I just bought a house built in the late 90's. While upgrading some lights in the bathroom, I replaced a recessed can light with an LED version that uses an adapter for the bulb socket and simply fits over the can. The only wiring involved is a ground wire.

After getting the new light setup, I tested it and it worked just fine, including when I had the ground wire hooked to the can. As I was pushing the cover onto the can, all the bathroom lights went out. This included the shower & toilet cubby next to it. I also found that the other 1.5 bathrooms also didn't have working lights anymore.

Fortunately the wall sockets still worked.

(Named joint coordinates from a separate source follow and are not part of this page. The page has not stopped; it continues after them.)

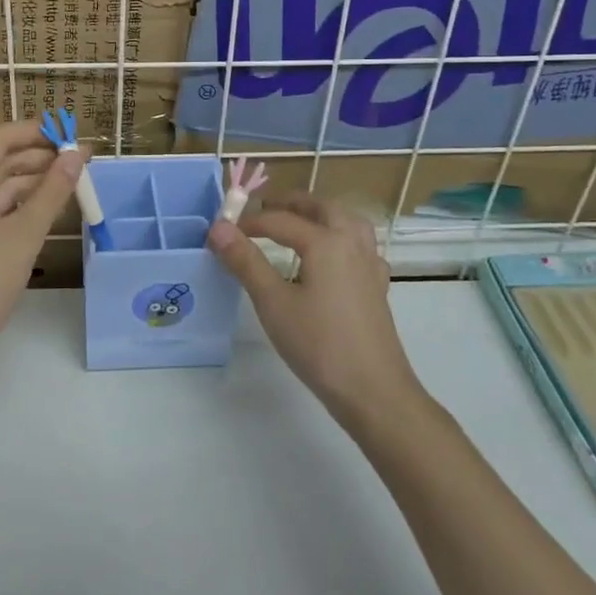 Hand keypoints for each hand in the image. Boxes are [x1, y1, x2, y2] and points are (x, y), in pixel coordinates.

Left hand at [0, 120, 85, 353]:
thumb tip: (77, 156)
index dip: (35, 132)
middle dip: (39, 158)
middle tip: (80, 159)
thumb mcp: (25, 233)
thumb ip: (53, 192)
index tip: (69, 134)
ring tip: (72, 182)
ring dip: (33, 182)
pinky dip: (21, 204)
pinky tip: (49, 207)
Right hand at [209, 192, 418, 417]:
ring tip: (299, 222)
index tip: (223, 232)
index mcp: (326, 241)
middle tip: (263, 210)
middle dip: (291, 203)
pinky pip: (360, 245)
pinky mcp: (377, 286)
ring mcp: (370, 264)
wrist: (372, 390)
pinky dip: (342, 237)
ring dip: (321, 214)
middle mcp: (352, 243)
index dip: (248, 223)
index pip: (280, 220)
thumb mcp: (272, 302)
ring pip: (348, 221)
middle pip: (322, 207)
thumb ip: (245, 261)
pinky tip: (333, 257)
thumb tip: (218, 227)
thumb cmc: (318, 345) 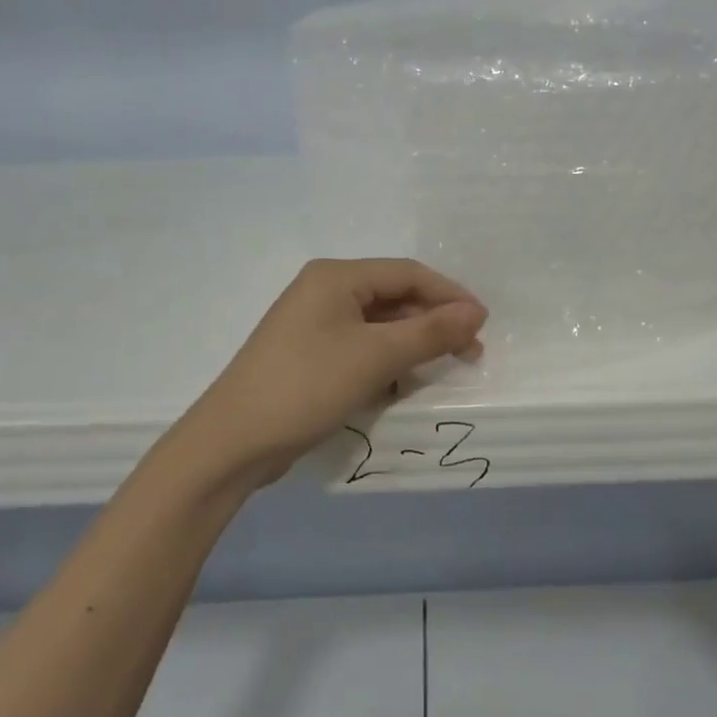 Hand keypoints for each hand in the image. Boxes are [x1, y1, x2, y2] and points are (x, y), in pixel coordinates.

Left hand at [180, 259, 487, 487]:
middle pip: (393, 297)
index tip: (483, 324)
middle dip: (432, 323)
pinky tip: (400, 386)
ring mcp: (312, 324)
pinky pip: (359, 348)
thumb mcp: (376, 357)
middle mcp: (323, 291)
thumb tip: (476, 313)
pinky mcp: (308, 355)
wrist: (233, 442)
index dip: (449, 295)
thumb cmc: (307, 386)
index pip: (407, 273)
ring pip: (377, 325)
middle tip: (469, 353)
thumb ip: (430, 333)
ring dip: (411, 345)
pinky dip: (385, 362)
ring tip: (440, 370)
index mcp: (336, 276) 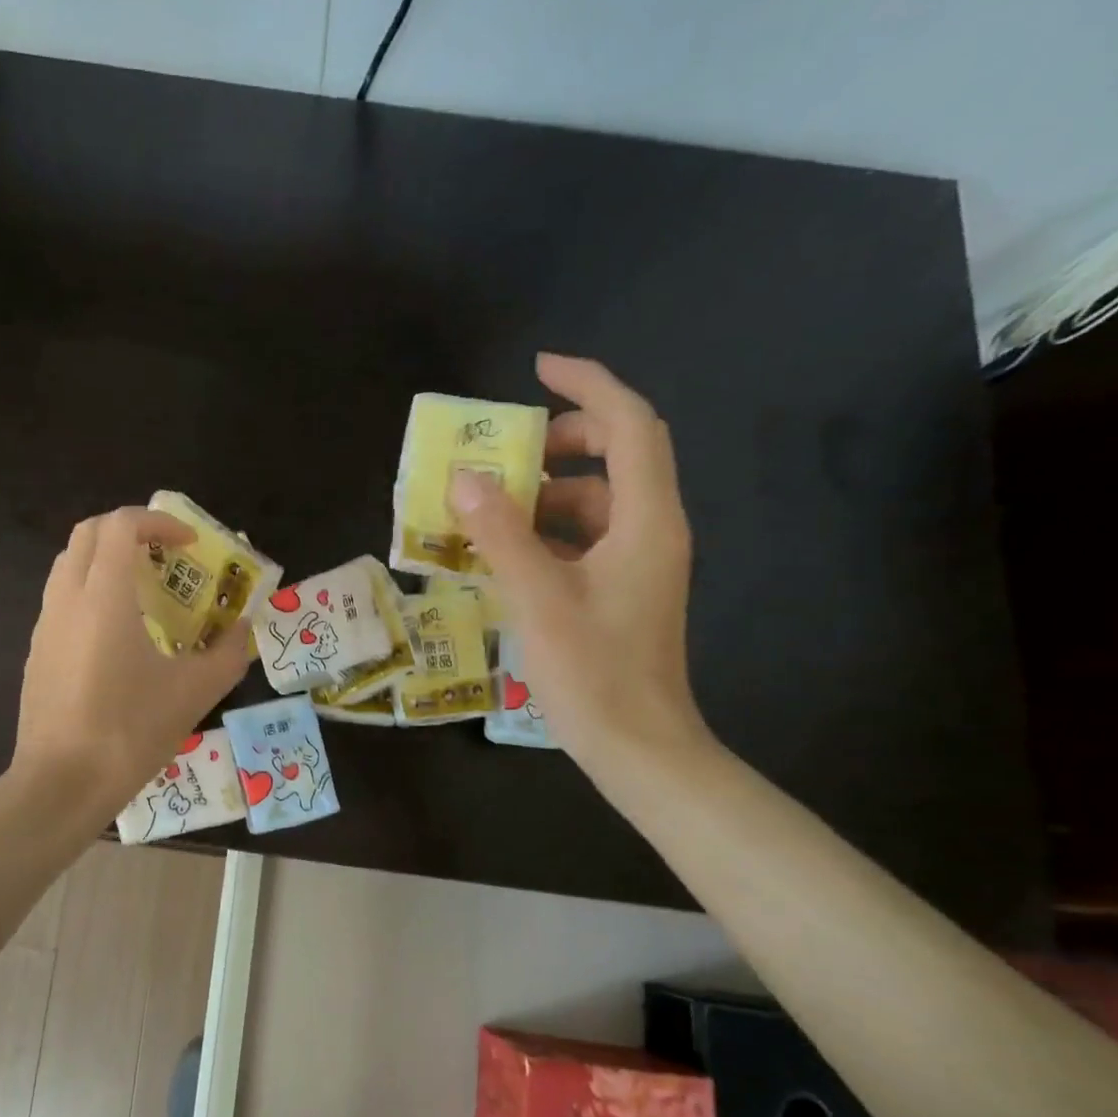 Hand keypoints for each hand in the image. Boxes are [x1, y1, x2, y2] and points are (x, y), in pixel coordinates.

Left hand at [10, 507, 250, 821]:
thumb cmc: (128, 732)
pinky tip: (118, 637)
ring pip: (70, 565)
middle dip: (129, 531)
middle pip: (88, 534)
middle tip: (165, 557)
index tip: (189, 545)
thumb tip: (246, 630)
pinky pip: (62, 600)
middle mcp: (67, 599)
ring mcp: (45, 626)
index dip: (159, 522)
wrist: (59, 785)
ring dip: (106, 561)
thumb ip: (228, 654)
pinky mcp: (38, 653)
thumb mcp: (193, 694)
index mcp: (103, 597)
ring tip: (145, 592)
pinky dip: (91, 593)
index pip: (121, 525)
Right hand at [449, 353, 708, 768]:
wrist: (638, 746)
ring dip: (547, 493)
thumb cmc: (594, 672)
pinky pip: (586, 539)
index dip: (588, 386)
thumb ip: (502, 534)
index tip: (537, 370)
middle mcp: (652, 531)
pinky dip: (548, 532)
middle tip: (508, 452)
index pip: (630, 424)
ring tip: (489, 508)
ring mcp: (639, 563)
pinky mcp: (622, 590)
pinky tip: (505, 554)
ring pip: (598, 501)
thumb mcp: (539, 598)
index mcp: (646, 521)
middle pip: (619, 456)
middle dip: (564, 441)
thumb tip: (465, 478)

I find this strange, but evidently code allows bathroom lights to be all on the same circuit as long as the outlets are on a different circuit. I think I still want to separate them out, but that's a different topic for later, I think.

I went to the breaker panel and tripped what I thought was the correct breakers, but I still didn't have lights. Then I flipped all the breakers to make sure I got the right one and still nothing. I ended up getting out my multimeter and taking the front panel off the box, then checking that the breakers were working correctly. They were, but still no lights.

I've searched the whole house multiple times and there isn't any subpanel or anything else I can find with breakers in it, except for the dedicated breaker for the AC unit outside.

I'm going to self-answer, since I finally figured it out accidentally. I'm writing this up so that other people might benefit from my weird solution.

Best Answer

The first part of the problem is that yes, your lights are downstream of a GFCI. Which is not usually required. It may be that someone was in the mode of "I better put GFCI wherever I can and protect everything in the bathrooms, including the light", or it could be that there is another receptacle (bathroom, garage, outside, kitchen) on the same circuit that actually needs GFCI protection.

The second part is right there in your question:

As I was pushing the cover onto the can, all the bathroom lights went out.

You mentioned a ground wire, so this sounds like more than just a simple screw in bulb replacement. But whether that new ground wire was involved or not, it sounds like you pinched or shorted a wire when putting the cover on the can. That could easily cause a ground fault and trip the GFCI. Then you took things out, double-checked everything, etc. and when you put it all back together, everything was OK. Except that you had to find the GFCI and reset. Once you did that, all the lights worked.